• _How to complete this task_
What is needed is each line of the data below that holds the string "import".

• _Records supplied_
————————
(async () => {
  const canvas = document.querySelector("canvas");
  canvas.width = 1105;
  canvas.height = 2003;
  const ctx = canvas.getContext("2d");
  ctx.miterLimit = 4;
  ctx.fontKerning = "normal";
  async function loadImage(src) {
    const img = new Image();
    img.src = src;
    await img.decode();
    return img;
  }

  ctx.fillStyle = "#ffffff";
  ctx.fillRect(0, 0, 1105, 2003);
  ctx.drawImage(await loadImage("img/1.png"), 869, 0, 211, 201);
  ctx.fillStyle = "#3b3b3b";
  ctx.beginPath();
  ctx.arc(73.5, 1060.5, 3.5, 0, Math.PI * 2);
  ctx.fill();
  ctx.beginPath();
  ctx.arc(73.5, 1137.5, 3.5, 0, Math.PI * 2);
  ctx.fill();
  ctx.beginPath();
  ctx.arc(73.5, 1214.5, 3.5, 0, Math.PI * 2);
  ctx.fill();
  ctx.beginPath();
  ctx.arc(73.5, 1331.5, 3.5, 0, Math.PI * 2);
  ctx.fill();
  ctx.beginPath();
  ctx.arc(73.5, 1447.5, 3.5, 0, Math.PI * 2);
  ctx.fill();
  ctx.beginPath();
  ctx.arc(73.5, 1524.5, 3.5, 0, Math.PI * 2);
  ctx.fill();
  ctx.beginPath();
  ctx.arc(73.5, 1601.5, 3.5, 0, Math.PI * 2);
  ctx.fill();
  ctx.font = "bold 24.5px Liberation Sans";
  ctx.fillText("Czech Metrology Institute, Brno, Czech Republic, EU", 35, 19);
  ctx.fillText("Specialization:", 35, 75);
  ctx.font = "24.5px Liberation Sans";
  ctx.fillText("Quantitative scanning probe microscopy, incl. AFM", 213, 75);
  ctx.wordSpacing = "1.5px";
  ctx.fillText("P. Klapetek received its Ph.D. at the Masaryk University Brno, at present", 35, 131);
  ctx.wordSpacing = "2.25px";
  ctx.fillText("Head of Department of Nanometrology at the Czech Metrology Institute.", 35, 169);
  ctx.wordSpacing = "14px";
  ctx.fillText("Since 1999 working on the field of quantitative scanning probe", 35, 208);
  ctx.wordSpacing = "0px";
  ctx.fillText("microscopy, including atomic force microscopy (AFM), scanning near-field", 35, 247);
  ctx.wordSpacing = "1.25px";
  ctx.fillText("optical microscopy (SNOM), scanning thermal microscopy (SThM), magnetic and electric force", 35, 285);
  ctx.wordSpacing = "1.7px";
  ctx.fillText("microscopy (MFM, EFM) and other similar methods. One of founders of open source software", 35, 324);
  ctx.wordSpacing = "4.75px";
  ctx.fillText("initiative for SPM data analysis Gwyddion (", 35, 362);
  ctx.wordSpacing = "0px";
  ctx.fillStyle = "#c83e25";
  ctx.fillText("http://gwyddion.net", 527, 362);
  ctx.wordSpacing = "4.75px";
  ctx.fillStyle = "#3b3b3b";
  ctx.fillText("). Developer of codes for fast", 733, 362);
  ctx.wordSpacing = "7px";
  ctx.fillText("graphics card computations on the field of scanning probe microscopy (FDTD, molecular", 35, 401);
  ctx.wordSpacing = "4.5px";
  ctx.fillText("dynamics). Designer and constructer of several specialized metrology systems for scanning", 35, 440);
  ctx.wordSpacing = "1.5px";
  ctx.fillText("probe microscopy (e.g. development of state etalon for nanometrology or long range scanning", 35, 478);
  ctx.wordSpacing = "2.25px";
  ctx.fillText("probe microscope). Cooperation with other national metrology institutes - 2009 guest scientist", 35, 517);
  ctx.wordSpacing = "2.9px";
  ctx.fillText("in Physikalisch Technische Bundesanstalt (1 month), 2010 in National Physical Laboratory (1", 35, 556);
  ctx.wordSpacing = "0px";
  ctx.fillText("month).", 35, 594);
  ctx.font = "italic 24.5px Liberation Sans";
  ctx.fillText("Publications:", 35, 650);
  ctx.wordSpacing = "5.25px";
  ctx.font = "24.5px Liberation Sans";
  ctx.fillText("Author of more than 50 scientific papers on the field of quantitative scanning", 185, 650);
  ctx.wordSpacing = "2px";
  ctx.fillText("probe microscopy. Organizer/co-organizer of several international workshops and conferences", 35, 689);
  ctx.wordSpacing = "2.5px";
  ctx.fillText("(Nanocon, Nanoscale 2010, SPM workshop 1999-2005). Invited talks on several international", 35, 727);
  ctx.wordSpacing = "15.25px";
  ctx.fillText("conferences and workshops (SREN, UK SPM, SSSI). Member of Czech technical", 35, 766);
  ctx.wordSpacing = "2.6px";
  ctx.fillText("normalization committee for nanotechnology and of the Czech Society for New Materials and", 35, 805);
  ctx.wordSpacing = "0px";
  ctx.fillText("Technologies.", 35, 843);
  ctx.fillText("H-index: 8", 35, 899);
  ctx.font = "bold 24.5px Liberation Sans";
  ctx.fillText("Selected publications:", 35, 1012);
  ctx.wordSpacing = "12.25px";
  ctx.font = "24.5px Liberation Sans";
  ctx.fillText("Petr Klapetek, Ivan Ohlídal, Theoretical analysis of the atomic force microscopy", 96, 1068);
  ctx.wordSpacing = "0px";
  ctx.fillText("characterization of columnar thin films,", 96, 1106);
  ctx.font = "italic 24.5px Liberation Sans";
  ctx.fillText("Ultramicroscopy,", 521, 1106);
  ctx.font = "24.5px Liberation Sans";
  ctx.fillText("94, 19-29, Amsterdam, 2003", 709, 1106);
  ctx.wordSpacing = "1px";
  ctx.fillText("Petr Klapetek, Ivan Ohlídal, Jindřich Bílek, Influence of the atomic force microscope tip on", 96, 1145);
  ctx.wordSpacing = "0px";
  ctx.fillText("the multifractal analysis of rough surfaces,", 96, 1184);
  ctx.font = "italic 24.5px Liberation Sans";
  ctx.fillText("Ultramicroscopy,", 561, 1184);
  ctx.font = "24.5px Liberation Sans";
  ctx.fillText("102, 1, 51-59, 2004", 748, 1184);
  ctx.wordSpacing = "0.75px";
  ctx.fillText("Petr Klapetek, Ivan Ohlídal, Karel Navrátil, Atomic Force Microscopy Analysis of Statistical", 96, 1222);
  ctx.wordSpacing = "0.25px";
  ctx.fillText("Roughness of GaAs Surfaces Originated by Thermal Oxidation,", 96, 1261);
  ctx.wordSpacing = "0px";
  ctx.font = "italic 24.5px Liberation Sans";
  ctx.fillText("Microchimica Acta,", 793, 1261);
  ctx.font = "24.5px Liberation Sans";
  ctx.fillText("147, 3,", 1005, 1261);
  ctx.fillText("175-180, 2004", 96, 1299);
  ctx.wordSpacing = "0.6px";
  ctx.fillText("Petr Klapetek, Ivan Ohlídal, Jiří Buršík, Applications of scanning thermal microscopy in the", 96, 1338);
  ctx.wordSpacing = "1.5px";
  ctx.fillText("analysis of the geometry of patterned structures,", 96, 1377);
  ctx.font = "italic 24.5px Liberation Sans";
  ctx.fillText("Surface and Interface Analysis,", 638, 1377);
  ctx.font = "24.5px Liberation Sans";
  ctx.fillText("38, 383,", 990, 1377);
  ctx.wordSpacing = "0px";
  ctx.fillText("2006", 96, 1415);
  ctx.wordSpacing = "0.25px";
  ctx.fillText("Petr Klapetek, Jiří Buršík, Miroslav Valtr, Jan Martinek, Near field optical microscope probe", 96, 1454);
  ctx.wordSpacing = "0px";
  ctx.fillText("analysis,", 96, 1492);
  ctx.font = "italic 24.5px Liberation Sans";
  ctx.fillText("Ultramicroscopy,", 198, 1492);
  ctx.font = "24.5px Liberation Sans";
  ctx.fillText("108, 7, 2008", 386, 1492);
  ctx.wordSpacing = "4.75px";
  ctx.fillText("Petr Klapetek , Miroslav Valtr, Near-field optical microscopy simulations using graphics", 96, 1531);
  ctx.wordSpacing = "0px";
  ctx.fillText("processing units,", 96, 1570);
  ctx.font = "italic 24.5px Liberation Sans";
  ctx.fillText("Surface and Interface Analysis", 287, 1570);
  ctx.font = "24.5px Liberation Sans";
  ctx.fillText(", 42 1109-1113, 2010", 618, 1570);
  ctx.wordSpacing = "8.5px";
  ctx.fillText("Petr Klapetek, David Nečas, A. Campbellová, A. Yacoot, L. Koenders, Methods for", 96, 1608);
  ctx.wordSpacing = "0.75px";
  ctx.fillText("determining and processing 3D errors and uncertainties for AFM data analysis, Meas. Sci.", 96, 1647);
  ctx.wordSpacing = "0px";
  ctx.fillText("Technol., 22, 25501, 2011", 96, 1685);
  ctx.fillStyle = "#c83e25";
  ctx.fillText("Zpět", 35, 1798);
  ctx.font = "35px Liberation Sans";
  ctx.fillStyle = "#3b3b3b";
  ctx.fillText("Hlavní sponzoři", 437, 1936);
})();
————————
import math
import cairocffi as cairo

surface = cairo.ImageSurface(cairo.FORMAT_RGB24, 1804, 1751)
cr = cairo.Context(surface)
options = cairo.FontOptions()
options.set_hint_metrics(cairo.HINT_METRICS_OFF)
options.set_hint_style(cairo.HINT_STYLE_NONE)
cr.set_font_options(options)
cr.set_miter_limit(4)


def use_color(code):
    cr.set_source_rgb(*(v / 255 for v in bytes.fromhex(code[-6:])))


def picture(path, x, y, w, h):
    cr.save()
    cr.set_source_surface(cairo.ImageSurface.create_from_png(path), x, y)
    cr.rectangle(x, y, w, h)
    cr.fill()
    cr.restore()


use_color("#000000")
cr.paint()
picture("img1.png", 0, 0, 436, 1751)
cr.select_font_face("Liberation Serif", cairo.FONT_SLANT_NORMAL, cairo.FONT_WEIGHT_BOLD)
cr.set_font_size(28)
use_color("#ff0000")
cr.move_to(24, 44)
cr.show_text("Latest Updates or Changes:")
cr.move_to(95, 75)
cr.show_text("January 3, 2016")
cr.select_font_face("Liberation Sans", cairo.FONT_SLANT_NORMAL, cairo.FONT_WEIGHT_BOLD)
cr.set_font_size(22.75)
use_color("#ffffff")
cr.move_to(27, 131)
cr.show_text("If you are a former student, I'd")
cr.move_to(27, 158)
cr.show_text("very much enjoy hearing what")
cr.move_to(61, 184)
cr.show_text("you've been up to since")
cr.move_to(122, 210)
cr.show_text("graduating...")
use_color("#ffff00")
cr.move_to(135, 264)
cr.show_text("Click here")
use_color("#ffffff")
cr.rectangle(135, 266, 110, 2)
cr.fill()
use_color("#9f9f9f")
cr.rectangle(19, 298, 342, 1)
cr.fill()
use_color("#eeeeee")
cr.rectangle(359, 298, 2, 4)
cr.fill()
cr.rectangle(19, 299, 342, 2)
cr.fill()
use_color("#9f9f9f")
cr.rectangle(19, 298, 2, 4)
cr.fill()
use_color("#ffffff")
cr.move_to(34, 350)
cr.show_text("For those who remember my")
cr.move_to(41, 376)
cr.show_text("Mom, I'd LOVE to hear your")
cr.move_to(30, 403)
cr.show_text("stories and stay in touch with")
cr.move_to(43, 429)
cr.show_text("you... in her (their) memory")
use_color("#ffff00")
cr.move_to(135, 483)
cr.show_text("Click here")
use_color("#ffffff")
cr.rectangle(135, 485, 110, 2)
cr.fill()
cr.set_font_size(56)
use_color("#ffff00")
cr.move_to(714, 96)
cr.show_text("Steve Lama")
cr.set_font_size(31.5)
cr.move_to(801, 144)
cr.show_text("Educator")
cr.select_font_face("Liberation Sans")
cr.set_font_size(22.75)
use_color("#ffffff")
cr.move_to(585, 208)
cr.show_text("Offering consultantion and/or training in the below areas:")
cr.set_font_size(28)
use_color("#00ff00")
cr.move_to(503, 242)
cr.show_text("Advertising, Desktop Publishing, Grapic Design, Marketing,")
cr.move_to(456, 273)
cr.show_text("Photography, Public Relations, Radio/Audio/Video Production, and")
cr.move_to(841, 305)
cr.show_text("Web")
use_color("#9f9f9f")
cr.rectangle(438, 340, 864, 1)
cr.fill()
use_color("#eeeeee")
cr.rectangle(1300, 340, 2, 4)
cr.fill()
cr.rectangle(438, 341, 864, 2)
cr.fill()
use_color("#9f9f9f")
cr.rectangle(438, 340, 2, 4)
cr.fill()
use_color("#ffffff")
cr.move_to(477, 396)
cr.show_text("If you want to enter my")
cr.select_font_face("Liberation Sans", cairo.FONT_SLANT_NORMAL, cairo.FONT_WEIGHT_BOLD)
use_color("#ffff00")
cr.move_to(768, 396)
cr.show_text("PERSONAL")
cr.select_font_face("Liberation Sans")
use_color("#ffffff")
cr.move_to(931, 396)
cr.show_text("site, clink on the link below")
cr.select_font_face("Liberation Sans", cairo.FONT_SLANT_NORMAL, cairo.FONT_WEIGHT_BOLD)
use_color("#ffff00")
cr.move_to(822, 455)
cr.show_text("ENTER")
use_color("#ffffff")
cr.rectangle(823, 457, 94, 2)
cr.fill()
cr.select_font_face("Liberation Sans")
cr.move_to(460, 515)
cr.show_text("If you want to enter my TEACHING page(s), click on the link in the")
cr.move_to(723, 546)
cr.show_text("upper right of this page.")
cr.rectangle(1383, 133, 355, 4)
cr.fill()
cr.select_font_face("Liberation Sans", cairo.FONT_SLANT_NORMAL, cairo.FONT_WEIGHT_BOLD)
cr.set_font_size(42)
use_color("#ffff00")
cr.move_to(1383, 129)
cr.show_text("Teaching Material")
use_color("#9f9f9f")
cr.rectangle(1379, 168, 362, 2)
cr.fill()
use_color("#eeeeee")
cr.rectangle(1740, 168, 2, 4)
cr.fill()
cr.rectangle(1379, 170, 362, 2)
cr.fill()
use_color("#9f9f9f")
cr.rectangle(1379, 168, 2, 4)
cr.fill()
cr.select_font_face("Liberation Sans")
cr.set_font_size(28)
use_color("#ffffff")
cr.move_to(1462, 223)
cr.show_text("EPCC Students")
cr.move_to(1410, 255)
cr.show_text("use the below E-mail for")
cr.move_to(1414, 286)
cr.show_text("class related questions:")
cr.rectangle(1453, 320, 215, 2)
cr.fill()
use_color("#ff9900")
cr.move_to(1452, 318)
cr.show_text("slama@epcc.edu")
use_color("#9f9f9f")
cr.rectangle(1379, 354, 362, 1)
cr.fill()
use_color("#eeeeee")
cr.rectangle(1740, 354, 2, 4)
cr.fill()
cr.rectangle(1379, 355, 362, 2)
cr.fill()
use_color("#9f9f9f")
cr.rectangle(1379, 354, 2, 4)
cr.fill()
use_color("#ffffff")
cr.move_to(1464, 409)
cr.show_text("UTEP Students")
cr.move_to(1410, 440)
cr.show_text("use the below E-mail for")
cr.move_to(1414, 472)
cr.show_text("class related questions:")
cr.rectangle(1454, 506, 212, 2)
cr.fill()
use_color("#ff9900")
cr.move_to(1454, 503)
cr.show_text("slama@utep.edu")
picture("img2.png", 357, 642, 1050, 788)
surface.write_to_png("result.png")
————————
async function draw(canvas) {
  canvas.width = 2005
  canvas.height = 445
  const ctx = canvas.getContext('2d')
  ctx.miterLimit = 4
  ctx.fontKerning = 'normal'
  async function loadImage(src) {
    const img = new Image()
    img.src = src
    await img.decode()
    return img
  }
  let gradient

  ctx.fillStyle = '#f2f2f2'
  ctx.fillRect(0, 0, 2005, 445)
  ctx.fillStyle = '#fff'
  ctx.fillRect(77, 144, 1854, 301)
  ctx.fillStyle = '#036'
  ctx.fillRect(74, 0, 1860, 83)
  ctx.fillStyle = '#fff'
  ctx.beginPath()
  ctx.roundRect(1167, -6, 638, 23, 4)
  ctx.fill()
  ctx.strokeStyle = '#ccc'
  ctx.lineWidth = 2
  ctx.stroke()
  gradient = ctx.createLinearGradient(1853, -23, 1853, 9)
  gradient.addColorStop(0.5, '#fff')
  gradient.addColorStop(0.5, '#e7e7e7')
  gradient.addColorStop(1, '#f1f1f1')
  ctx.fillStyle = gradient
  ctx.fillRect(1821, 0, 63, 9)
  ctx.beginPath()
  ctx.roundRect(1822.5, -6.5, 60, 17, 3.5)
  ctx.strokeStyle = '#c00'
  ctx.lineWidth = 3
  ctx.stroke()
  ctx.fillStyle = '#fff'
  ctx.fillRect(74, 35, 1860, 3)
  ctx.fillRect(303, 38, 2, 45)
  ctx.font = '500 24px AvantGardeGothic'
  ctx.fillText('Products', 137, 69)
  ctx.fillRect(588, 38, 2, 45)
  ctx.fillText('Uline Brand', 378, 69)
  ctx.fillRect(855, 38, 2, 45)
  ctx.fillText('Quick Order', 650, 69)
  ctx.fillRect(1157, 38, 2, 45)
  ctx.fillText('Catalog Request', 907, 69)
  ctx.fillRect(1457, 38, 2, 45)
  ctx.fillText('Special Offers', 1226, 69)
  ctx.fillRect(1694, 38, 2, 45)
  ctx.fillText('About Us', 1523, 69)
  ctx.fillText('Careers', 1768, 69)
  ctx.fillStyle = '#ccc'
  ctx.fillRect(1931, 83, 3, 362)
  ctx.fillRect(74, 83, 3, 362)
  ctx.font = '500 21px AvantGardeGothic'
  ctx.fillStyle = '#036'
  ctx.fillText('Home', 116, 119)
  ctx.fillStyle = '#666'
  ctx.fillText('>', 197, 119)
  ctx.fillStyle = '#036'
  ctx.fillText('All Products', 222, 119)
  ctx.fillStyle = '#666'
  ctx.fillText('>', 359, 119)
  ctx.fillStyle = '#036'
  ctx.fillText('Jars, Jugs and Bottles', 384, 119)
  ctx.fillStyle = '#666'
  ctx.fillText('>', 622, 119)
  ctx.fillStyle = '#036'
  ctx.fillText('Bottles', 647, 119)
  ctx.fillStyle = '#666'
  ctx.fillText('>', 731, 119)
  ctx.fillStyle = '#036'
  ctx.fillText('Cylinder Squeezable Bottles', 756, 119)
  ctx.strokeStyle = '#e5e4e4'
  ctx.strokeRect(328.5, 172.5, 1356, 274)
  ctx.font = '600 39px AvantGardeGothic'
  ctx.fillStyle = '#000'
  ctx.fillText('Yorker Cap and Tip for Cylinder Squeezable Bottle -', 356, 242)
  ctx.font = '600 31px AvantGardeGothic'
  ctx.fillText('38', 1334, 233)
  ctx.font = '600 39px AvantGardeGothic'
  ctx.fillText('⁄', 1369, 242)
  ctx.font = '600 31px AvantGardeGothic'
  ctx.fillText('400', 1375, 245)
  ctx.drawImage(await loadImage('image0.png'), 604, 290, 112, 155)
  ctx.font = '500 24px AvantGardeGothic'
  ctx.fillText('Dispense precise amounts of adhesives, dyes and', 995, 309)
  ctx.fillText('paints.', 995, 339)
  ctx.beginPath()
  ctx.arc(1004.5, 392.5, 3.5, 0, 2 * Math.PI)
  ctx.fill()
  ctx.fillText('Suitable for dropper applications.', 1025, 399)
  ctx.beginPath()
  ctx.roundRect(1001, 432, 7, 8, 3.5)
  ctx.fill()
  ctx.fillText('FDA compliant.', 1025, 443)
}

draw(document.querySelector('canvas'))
————————
• _Task response_
import math
import cairocffi as cairo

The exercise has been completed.